Tierra de nadie

La posverdad de Carmen Calvo

En plena tormenta mediática contra el Gobierno y en abierta demostración de que la oportunidad no es uno de sus dones, la vicepresidenta Carmen Calvo ha planteado este jueves regular la libertad de expresión de los medios para poner coto a las noticias falsas que, en su opinión, vienen a ser como el alcohol, aunque en vez de romper las familias lo que destrozan es la democracia. El desahogo de Calvo se producía en unas jornadas  de Periodismo tituladas "¿Quién paga la mentira? ¿Es de pago la verdad?" patrocinadas por Coca-Cola, una multinacional que se ha hinchado a encargar informes supuestamente científicos para desvincular el consumo de la chispa de la vida del riesgo de obesidad y que bien podría contestar a la primera pregunta. Toda una ironía.

Entre un buen puñado de obviedades del estilo "necesitamos información, pero veraz", Calvo alertaba del descrédito en el que ha caído el periodismo, al que venía a culpar de que hoy en día las fuentes de información de la juventud sean "Internet y los tuits" porque nadie confía en lo que lee u oye. Sin negar que la profesión está para el arrastre, la vicepresidenta debería saber que el problema no es que el modelo educativo esté en peligro porque la deontología periodística se haya esfumado; el problema es que dicho modelo, deformado a martillazos desde la política, es incapaz de vacunar a los ciudadanos contra la desinformación porque no alienta el pensamiento crítico ni fomenta el contraste de ideas. Más bien, se complace con la ignorancia.

Que un político atribuya al periodismo –al malo, se entiende- el patrimonio de la mentira es como imaginar a un zorro impartiendo una clase magistral de ética en un gallinero. Prácticamente reducida a la gestión de asuntos públicos con vistas al beneficio privado, según la clarividente definición de Ambrose Bierce, la política incorpora la mentira a su ADN, y esto, que ya era así en la Grecia clásica, lo sigue siendo en las dictaduras y en las democracias actuales. Mentir es negar la evidencia, pero también generar dudas de manera artificial o construir conspiraciones como maniobras de distracción aprovechando la desconfianza que previamente se ha cultivado a manguerazos.
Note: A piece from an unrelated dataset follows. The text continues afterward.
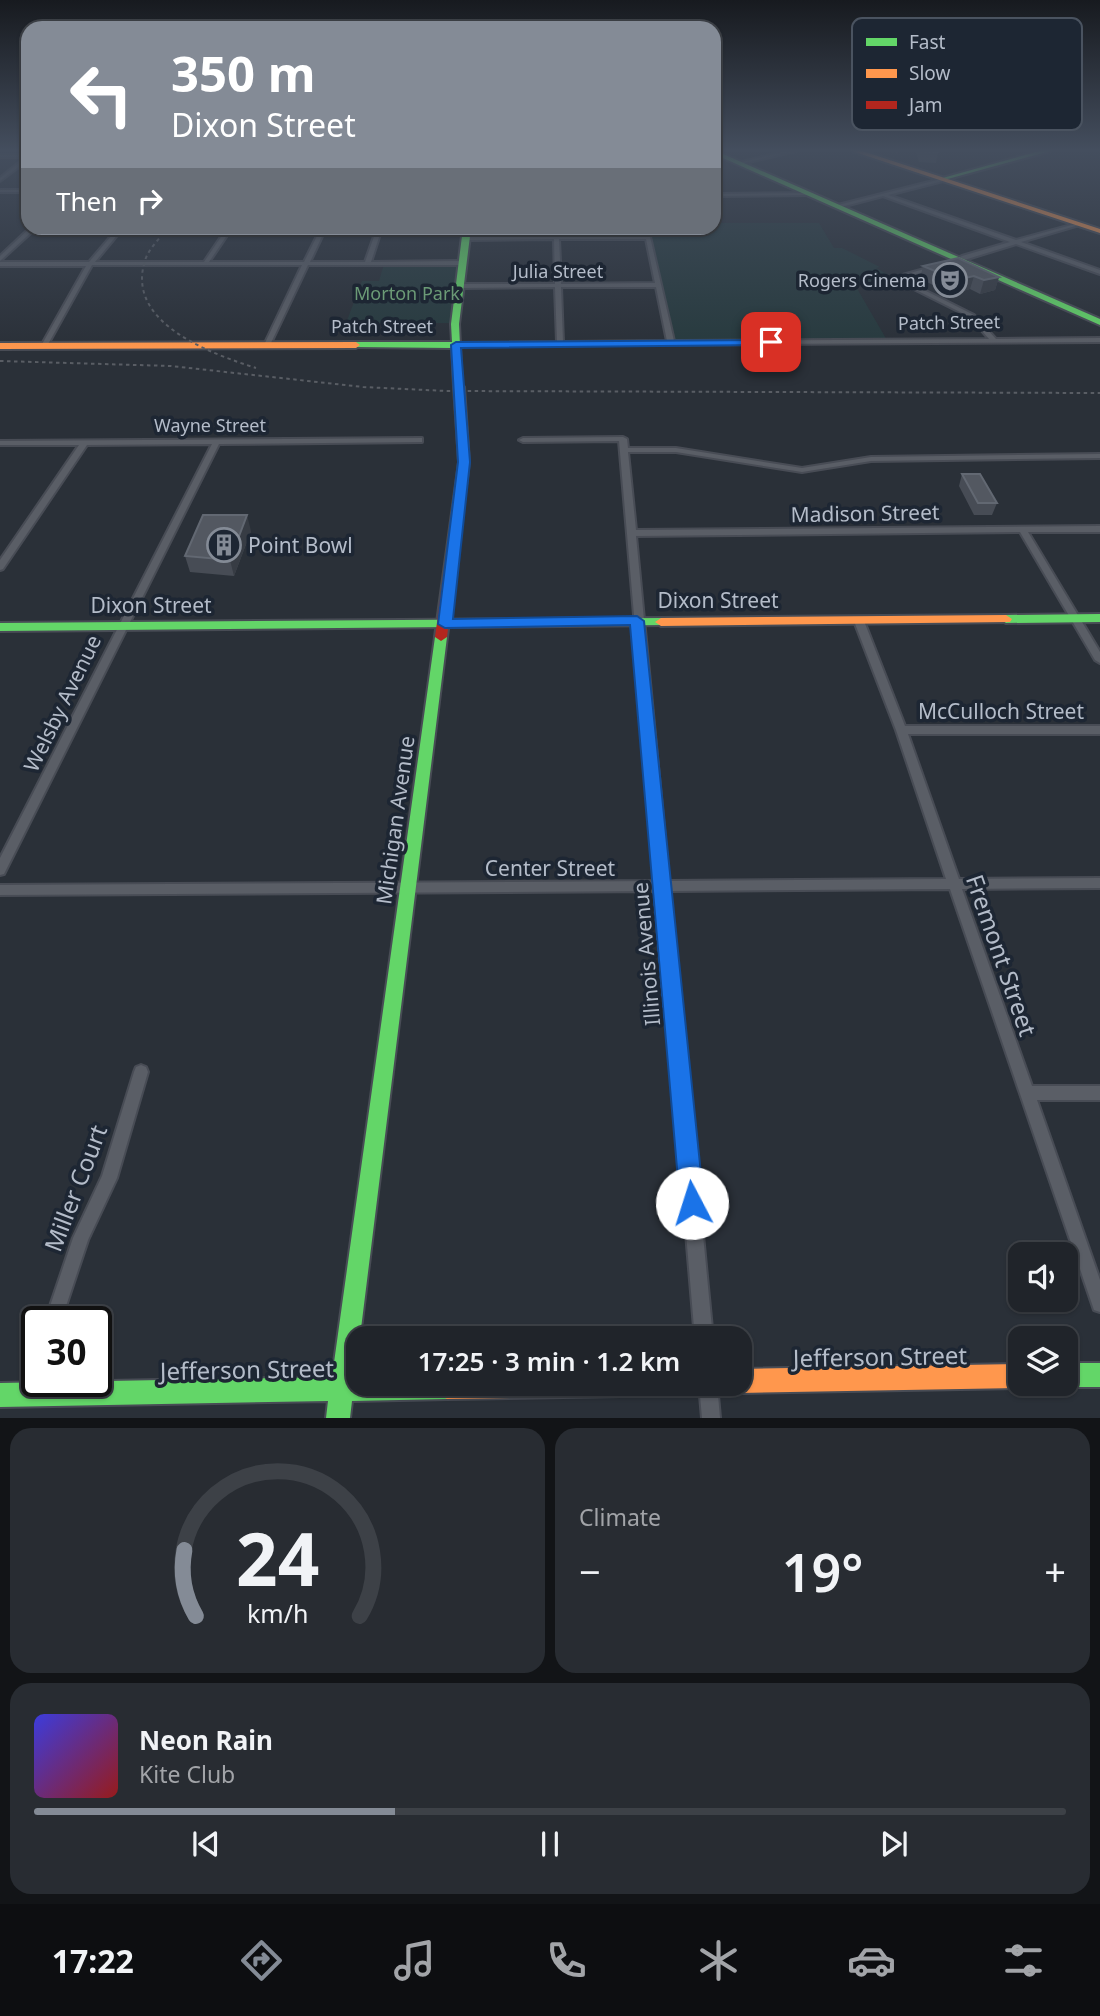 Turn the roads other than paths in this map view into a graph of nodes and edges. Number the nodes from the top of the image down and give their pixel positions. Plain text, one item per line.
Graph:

En un artículo sobre la política y la posverdad, el profesor de Historia Aplicada Diego Rubio daba cuenta cómo la Administración Bush consiguió convencer a amplios sectores de la población y al primo de Rajoy de que el cambio climático era un camelo, gracias a un informe secreto de Frank Luntz, un analista republicano: "Los votantes –decía Luntz- creen que en la comunidad científica no existe consenso sobre el calentamiento global. Si pensaran que sí lo hay, sus visiones al respecto cambiarían". Bastaba pues  con convertir la falta de certeza científica en la clave del debate político sobredimensionando "la falta de acuerdo". Manipular es una forma artística de mentir.

La verdad no es única y, como explicaba el citado profesor, se suele llegar a ella de manera acordada. En cierta media, se construye. El mecanismo que lo hace posible ha dejado de funcionar porque las instituciones que se crearon para separar la paja del trigo ya no inspiran confianza, Y sí, entre ellas están los medios de comunicación, pero también los gobiernos, los jueces o los científicos. Únase a esto la tendencia natural de los ciudadanos a consumir opiniones que coinciden con las suyas como forma de autoafirmación y la propia estructura de las redes sociales que alimentan esta inclinación y el resultado será el conocido: "cuanta más información consume una persona, más atrapada queda en sus propios prejuicios".

Se ignora en qué consistiría la regulación a los medios que plantea Calvo, que por otra parte ya están sometidos a los límites que establecen los tribunales de Justicia. O si dicha regulación incluiría paralelamente algo con lo que ya jugueteó el PP y que es la prohibición del anonimato en Internet, una manera tan eficaz de acabar con los bulos y defender la verdad y la democracia que China es pionera en este campo. Quizás sea perder el tiempo recordar a la vicepresidenta que ocultar la identidad personal es la única manera de practicar la libertad de expresión en entornos hostiles que también se dan en las democracias. Pero no sólo eso. En esas mismas democracias, mentir es un derecho que tienen hasta los acusados de graves delitos.

Se desconoce también quién, al margen de los jueces, determinaría lo que es una noticia falsa, o si alguien como la propia Calvo sumaría a sus funciones como vicepresidenta, ministra de Presidencia, Igualdad y Relaciones con las Cortes las competencias de un orwelliano Ministerio de la Verdad que resucitara la censura previa. De entre todos los estamentos de los que podemos fiarnos a pies juntillas no parece que la clase política figure en la parte alta del ranking, por mucho que a los reyes de la manipulación y la propaganda les haya dado ahora por ponerse estupendos.